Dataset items
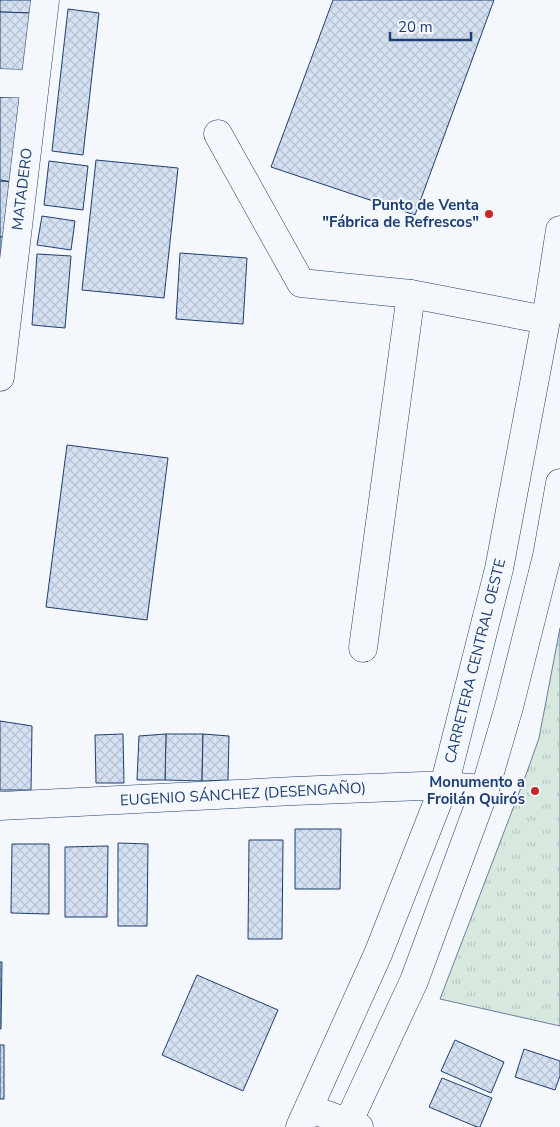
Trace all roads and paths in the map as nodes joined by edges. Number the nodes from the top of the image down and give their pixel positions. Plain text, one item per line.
1 (45, 0) edge
2 (0, 84) edge
3 (34, 84) junction
4 (218, 134) dead end
5 (560, 230) edge
6 (411, 294) junction
7 (553, 321) edge
8 (0, 377) edge
9 (560, 483) edge
10 (363, 648) dead end
11 (444, 786) junction
12 (486, 789) junction
13 (0, 806) edge
14 (304, 1117) edge
15 (351, 1126) edge

1 - 3 main road, MATADERO
2 - 3 main road
3 - 8 main road, MATADERO
4 - 6 main road
5 - 7 main road, CARRETERA CENTRAL OESTE
6 - 7 main road
6 - 10 main road
7 - 11 main road, CARRETERA CENTRAL OESTE
9 - 12 main road
11 - 12 main road, EUGENIO SÁNCHEZ (DESENGAÑO)
11 - 13 main road, EUGENIO SÁNCHEZ (DESENGAÑO)
11 - 14 main road, CARRETERA CENTRAL OESTE
12 - 15 main road
14 - 15 main road

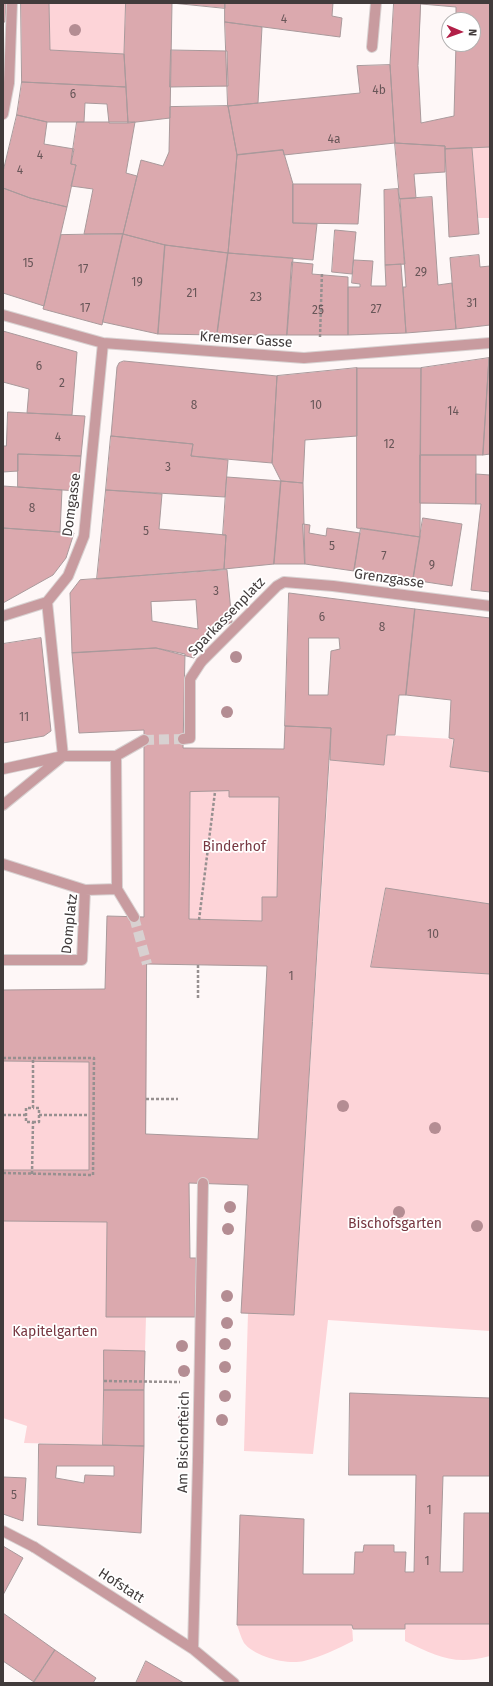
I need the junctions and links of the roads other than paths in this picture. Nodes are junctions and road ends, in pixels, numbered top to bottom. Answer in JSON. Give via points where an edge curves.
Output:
{"nodes":[{"id":1,"x":12,"y":3,"type":"edge"},
{"id":2,"x":376,"y":3,"type":"edge"},
{"id":3,"x":372,"y":47,"type":"dead end"},
{"id":4,"x":3,"y":114,"type":"edge"},
{"id":5,"x":3,"y":315,"type":"edge"},
{"id":6,"x":103,"y":343,"type":"junction"},
{"id":7,"x":490,"y":343,"type":"edge"},
{"id":8,"x":284,"y":582,"type":"joint"},
{"id":9,"x":47,"y":602,"type":"junction"},
{"id":10,"x":490,"y":606,"type":"edge"},
{"id":11,"x":3,"y":616,"type":"edge"},
{"id":12,"x":183,"y":739,"type":"dead end"},
{"id":13,"x":144,"y":740,"type":"tunnel mouth"},
{"id":14,"x":63,"y":756,"type":"junction"},
{"id":15,"x":116,"y":756,"type":"junction"},
{"id":16,"x":3,"y":769,"type":"edge"},
{"id":17,"x":3,"y":805,"type":"edge"},
{"id":18,"x":3,"y":864,"type":"edge"},
{"id":19,"x":117,"y":889,"type":"junction"},
{"id":20,"x":85,"y":890,"type":"junction"},
{"id":21,"x":134,"y":916,"type":"tunnel mouth"},
{"id":22,"x":3,"y":960,"type":"edge"},
{"id":23,"x":203,"y":1183,"type":"dead end"},
{"id":24,"x":3,"y":1531,"type":"edge"},
{"id":25,"x":193,"y":1650,"type":"junction"},
{"id":26,"x":234,"y":1683,"type":"edge"}],
"edges":[{"from":1,"to":4,"type":"street","via":[[9,83]]},
{"from":2,"to":3,"type":"street"},
{"from":5,"to":6,"type":"street","name":"Kremser Gasse"},
{"from":6,"to":7,"type":"street","name":"Kremser Gasse","via":[[304,358]]},
{"from":6,"to":9,"type":"street","name":"Domgasse","via":[[84,536],[68,576]]},
{"from":8,"to":10,"type":"street","name":"Grenzgasse"},
{"from":8,"to":12,"type":"street","name":"Sparkassenplatz","via":[[201,662],[190,679],[190,738]]},
{"from":9,"to":11,"type":"street"},
{"from":9,"to":14,"type":"street"},
{"from":13,"to":15,"type":"street"},
{"from":14,"to":15,"type":"street"},
{"from":14,"to":16,"type":"street"},
{"from":14,"to":17,"type":"street"},
{"from":15,"to":19,"type":"street"},
{"from":18,"to":20,"type":"street"},
{"from":19,"to":20,"type":"street","name":"Domplatz"},
{"from":19,"to":21,"type":"street"},
{"from":20,"to":22,"type":"street","name":"Domplatz","via":[[82,960]]},
{"from":23,"to":25,"type":"street","name":"Am Bischofteich"},
{"from":24,"to":25,"type":"street","name":"Hofstatt","via":[[34,1547]]},
{"from":25,"to":26,"type":"street"}]}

▶ [WHAT THIS TASK INVOLVES] Write out every entry above exactly as it stands, minus the pictures.

▶ [RESPONSE FOR THIS EXERCISE]
Trace all roads and paths in the map as nodes joined by edges. Number the nodes from the top of the image down and give their pixel positions. Plain text, one item per line.
1 (45, 0) edge
2 (0, 84) edge
3 (34, 84) junction
4 (218, 134) dead end
5 (560, 230) edge
6 (411, 294) junction
7 (553, 321) edge
8 (0, 377) edge
9 (560, 483) edge
10 (363, 648) dead end
11 (444, 786) junction
12 (486, 789) junction
13 (0, 806) edge
14 (304, 1117) edge
15 (351, 1126) edge

1 - 3 main road, MATADERO
2 - 3 main road
3 - 8 main road, MATADERO
4 - 6 main road
5 - 7 main road, CARRETERA CENTRAL OESTE
6 - 7 main road
6 - 10 main road
7 - 11 main road, CARRETERA CENTRAL OESTE
9 - 12 main road
11 - 12 main road, EUGENIO SÁNCHEZ (DESENGAÑO)
11 - 13 main road, EUGENIO SÁNCHEZ (DESENGAÑO)
11 - 14 main road, CARRETERA CENTRAL OESTE
12 - 15 main road
14 - 15 main road

I need the junctions and links of the roads other than paths in this picture. Nodes are junctions and road ends, in pixels, numbered top to bottom. Answer in JSON. Give via points where an edge curves.
Output:
{"nodes":[{"id":1,"x":12,"y":3,"type":"edge"},
{"id":2,"x":376,"y":3,"type":"edge"},
{"id":3,"x":372,"y":47,"type":"dead end"},
{"id":4,"x":3,"y":114,"type":"edge"},
{"id":5,"x":3,"y":315,"type":"edge"},
{"id":6,"x":103,"y":343,"type":"junction"},
{"id":7,"x":490,"y":343,"type":"edge"},
{"id":8,"x":284,"y":582,"type":"joint"},
{"id":9,"x":47,"y":602,"type":"junction"},
{"id":10,"x":490,"y":606,"type":"edge"},
{"id":11,"x":3,"y":616,"type":"edge"},
{"id":12,"x":183,"y":739,"type":"dead end"},
{"id":13,"x":144,"y":740,"type":"tunnel mouth"},
{"id":14,"x":63,"y":756,"type":"junction"},
{"id":15,"x":116,"y":756,"type":"junction"},
{"id":16,"x":3,"y":769,"type":"edge"},
{"id":17,"x":3,"y":805,"type":"edge"},
{"id":18,"x":3,"y":864,"type":"edge"},
{"id":19,"x":117,"y":889,"type":"junction"},
{"id":20,"x":85,"y":890,"type":"junction"},
{"id":21,"x":134,"y":916,"type":"tunnel mouth"},
{"id":22,"x":3,"y":960,"type":"edge"},
{"id":23,"x":203,"y":1183,"type":"dead end"},
{"id":24,"x":3,"y":1531,"type":"edge"},
{"id":25,"x":193,"y":1650,"type":"junction"},
{"id":26,"x":234,"y":1683,"type":"edge"}],
"edges":[{"from":1,"to":4,"type":"street","via":[[9,83]]},
{"from":2,"to":3,"type":"street"},
{"from":5,"to":6,"type":"street","name":"Kremser Gasse"},
{"from":6,"to":7,"type":"street","name":"Kremser Gasse","via":[[304,358]]},
{"from":6,"to":9,"type":"street","name":"Domgasse","via":[[84,536],[68,576]]},
{"from":8,"to":10,"type":"street","name":"Grenzgasse"},
{"from":8,"to":12,"type":"street","name":"Sparkassenplatz","via":[[201,662],[190,679],[190,738]]},
{"from":9,"to":11,"type":"street"},
{"from":9,"to":14,"type":"street"},
{"from":13,"to":15,"type":"street"},
{"from":14,"to":15,"type":"street"},
{"from":14,"to":16,"type":"street"},
{"from":14,"to":17,"type":"street"},
{"from":15,"to":19,"type":"street"},
{"from":18,"to":20,"type":"street"},
{"from":19,"to":20,"type":"street","name":"Domplatz"},
{"from":19,"to":21,"type":"street"},
{"from":20,"to":22,"type":"street","name":"Domplatz","via":[[82,960]]},
{"from":23,"to":25,"type":"street","name":"Am Bischofteich"},
{"from":24,"to":25,"type":"street","name":"Hofstatt","via":[[34,1547]]},
{"from":25,"to":26,"type":"street"}]}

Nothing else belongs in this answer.